A chara, – Ray Bassett’s claim in the recently published Policy Exchange report (covered in this newspaper on July 3rd) “that Ireland may be better off in the long run exiting the EU”, is at odds with Irish public sentiment.

Mr Bassett makes the declaration that “there has been a strong history of Euroscepticism in Ireland”, citing as evidence that Ireland rejected EU treaty change twice in the 2000s. This is a quite a leap; it is our contention that the Irish electorate’s initial rejection of EU treaty reform, and later acceptance, does not equate to a public appetite for a complete withdrawal from the EU.

Rather, polls have consistently shown that the Irish population overwhelmingly favours remaining in the EU. A recent May 2017 Red C poll commissioned by European Movement Ireland found that 88 per cent of Irish people believe that Ireland should remain in the EU, one year after the UK’s EU referendum.

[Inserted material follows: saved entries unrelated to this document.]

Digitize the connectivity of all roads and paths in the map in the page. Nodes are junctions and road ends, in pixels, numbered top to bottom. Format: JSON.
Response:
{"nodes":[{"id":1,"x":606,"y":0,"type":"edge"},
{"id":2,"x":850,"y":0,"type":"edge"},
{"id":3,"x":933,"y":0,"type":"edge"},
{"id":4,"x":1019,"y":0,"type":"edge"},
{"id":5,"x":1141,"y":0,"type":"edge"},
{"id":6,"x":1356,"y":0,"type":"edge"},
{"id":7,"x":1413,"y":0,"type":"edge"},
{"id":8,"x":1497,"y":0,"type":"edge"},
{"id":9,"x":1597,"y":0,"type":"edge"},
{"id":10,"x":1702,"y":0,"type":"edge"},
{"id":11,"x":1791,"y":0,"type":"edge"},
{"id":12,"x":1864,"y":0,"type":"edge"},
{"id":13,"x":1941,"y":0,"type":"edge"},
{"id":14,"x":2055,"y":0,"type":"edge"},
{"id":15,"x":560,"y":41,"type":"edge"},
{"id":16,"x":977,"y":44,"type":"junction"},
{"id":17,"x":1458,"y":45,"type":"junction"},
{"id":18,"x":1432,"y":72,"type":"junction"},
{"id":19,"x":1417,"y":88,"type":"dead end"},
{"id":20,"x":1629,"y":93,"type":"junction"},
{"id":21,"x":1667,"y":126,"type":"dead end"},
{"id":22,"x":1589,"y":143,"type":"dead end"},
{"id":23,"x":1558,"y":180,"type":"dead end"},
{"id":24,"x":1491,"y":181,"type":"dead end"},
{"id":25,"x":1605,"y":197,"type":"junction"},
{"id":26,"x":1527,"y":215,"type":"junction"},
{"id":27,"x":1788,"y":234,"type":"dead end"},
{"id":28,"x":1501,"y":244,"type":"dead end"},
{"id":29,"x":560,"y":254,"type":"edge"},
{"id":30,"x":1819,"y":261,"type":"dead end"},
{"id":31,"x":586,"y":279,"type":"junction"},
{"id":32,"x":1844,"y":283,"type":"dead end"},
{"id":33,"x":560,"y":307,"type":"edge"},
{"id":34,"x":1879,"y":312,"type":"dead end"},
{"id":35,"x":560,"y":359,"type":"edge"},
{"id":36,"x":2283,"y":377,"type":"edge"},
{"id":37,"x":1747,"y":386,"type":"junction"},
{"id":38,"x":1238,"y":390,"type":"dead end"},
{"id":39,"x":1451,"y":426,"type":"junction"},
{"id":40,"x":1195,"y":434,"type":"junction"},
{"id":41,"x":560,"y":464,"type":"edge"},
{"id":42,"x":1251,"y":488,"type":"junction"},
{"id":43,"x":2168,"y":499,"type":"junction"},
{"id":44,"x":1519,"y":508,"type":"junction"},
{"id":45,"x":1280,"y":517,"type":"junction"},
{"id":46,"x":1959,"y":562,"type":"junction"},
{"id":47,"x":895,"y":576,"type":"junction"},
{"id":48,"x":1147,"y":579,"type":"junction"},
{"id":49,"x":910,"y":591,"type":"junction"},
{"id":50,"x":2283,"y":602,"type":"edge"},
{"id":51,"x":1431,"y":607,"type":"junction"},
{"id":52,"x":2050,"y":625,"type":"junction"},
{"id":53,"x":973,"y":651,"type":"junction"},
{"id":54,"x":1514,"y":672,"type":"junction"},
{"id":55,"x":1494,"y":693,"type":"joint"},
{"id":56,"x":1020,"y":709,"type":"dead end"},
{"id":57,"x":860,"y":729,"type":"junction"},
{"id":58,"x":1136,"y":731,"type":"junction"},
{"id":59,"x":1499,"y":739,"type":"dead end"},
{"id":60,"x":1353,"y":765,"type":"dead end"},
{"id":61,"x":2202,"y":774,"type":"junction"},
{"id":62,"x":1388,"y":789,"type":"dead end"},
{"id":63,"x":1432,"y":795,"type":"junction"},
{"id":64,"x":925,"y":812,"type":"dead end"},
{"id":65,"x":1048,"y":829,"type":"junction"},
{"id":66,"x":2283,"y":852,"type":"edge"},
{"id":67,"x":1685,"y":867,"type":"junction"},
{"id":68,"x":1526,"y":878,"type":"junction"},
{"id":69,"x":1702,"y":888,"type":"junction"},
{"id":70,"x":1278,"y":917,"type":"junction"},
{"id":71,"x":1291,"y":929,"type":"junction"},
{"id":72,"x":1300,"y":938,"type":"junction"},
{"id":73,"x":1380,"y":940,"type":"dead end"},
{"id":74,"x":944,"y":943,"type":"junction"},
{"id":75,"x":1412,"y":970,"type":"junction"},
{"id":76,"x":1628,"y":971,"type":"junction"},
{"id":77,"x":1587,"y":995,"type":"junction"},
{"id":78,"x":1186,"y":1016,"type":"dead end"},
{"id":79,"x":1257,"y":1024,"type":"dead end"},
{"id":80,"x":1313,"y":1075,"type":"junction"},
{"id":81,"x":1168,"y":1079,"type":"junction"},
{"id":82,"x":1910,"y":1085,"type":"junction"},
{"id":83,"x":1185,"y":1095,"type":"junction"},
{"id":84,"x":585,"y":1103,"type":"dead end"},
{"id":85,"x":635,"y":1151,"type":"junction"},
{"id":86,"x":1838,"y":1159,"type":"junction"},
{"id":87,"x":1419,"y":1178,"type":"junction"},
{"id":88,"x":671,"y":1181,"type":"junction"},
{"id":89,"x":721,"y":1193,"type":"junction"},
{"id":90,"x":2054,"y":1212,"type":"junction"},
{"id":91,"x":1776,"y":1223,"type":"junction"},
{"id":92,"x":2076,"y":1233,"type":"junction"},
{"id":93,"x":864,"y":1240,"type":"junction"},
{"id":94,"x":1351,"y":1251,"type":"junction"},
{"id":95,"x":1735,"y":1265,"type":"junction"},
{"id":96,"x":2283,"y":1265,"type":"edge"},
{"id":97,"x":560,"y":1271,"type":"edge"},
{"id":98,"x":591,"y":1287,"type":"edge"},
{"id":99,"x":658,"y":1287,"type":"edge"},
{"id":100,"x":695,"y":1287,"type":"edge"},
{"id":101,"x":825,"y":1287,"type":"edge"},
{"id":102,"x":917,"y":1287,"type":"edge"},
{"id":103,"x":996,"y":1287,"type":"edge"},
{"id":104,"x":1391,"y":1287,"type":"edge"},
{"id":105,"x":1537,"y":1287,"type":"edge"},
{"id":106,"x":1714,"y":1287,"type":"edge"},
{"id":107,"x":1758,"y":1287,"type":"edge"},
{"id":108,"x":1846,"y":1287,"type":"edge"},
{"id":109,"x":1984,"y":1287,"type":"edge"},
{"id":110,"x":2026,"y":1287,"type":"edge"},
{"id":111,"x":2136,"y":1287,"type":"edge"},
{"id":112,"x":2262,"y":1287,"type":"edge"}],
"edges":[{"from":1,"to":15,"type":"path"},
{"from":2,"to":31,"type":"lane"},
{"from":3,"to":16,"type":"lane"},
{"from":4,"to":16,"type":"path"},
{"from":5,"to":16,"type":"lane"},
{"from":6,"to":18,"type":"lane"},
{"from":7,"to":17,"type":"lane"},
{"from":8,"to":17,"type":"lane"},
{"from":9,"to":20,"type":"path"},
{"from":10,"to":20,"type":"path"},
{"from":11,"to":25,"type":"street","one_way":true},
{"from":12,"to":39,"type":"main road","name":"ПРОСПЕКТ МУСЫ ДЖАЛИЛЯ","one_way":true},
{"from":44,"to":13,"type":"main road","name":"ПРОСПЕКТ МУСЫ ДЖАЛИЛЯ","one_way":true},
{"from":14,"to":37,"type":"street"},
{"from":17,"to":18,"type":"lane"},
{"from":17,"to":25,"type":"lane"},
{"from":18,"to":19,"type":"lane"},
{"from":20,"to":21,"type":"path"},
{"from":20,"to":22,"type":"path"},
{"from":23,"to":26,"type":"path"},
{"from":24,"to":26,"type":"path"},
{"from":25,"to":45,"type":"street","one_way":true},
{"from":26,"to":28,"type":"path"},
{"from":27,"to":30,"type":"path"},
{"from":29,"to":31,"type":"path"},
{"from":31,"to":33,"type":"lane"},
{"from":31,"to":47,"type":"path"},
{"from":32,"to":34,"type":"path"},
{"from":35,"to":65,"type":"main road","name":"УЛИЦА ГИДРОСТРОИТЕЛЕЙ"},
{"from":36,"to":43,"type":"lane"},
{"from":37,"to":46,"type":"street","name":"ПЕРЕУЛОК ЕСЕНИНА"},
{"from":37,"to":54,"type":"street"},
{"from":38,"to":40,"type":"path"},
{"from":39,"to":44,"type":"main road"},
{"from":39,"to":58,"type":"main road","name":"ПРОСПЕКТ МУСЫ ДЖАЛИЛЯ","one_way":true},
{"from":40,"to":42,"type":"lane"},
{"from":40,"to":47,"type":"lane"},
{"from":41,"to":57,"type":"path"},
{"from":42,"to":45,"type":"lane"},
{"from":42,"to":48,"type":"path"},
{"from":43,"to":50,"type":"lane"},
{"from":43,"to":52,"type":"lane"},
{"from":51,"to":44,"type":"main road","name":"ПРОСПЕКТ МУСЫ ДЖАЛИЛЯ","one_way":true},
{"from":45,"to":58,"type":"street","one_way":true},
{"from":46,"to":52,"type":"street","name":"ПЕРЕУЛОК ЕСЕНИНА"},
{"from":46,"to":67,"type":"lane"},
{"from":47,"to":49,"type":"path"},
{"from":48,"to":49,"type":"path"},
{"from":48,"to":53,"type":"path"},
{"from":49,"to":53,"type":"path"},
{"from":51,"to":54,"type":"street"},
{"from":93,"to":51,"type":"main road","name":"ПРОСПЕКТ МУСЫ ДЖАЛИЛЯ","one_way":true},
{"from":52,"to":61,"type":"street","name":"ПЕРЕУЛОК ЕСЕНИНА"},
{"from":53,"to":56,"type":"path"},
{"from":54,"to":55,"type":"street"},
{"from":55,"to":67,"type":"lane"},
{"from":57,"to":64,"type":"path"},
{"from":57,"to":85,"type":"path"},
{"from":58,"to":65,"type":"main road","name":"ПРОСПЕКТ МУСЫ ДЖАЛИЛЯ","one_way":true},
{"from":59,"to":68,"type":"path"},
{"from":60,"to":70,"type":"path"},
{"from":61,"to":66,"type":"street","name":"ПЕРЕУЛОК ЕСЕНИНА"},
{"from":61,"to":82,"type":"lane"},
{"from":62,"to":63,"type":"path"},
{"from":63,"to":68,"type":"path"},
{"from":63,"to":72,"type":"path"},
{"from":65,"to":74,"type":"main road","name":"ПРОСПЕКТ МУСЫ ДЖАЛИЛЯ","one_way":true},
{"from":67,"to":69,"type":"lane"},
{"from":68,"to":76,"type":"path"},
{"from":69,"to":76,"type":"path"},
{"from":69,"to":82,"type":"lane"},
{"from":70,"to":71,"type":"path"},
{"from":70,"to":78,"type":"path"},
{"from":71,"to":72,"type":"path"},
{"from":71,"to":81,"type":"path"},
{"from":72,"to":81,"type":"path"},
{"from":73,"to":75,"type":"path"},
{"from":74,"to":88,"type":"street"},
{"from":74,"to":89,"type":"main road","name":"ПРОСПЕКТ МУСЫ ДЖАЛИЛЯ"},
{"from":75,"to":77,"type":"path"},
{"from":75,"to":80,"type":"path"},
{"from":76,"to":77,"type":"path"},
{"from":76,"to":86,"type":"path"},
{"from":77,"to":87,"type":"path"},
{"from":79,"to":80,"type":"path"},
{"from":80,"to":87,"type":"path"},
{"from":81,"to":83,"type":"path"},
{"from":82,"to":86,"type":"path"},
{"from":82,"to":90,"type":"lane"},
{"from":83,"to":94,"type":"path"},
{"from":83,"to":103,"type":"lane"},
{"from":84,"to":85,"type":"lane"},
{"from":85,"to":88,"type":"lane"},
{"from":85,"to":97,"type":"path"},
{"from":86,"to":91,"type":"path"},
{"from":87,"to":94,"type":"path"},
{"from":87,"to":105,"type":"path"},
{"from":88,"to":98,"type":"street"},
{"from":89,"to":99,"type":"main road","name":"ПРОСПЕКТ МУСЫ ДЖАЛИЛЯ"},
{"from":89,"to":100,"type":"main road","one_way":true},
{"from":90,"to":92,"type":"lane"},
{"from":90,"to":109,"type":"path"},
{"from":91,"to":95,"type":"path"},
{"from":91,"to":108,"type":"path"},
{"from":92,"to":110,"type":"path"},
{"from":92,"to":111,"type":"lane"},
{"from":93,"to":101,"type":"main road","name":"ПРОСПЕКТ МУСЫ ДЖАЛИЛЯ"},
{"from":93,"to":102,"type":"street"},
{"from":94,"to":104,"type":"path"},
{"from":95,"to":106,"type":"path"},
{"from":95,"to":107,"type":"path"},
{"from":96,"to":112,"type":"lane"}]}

Interestingly, only 16 per cent believe that Ireland should follow the UK out of the EU, a significant drop from 29 per cent in the first of these EM Ireland/Red C polls in 2013. These findings are supported by Eurobarometer polls conducted this year, in which 67 per cent of Irish people disagreed with an Irish withdrawal from the EU and only 25 per cent of the population was in favour of Ireland leaving the EU.

Polls (like referendums) are, to some degree, snapshots in time of a country’s often complex stances on questions of national importance. However, they do suggest that even in the context of Brexit, Irish public opinion remains both high and markedly steadfast in its support for Ireland remaining within a reforming EU.

Suffice to say, most of us in Ireland opposed Brexit. As has been repeatedly said, Brexit is a UK policy, not an Irish or an EU one.

As the author of the report freely admits, EU membership has allowed Ireland to grow “more liberal and confident”.

Why would we want to remove ourselves from the European Union that has helped us to grow “more liberal and confident” because the UK has chosen this path? – Yours, etc,


Executive Director,

European Movement


Lower Fitzwilliam Street,

Dublin 2.

Sir, – The “negotiating” statement by the British foreign secretary that the EU could “go whistle” is typical of the arrogance from London that the people of this country had to put up with for centuries (“Boris Johnson accuses EU of extortion over Brexit bill”, News, July 12th).

Boris Johnson needs to be reminded that by tearing up the agreement signed with 27 other European democracies and accusing them of “extortion”, the UK negotiators are declaring economic war on the rest of the EU.

That economic war is going to do major damage not alone to the EU but to the UK itself and, most importantly from our point of view, to those of us who live on this island, both North and South.

Boris Johnson’s “negotiating” position, if continued, will lead to a breakdown of negotiations almost immediately.

As we in this country know only too well, the consequences of such London arrogance could be dire, long term and irredeemable. – Yours, etc,


Sutton, Dublin 13.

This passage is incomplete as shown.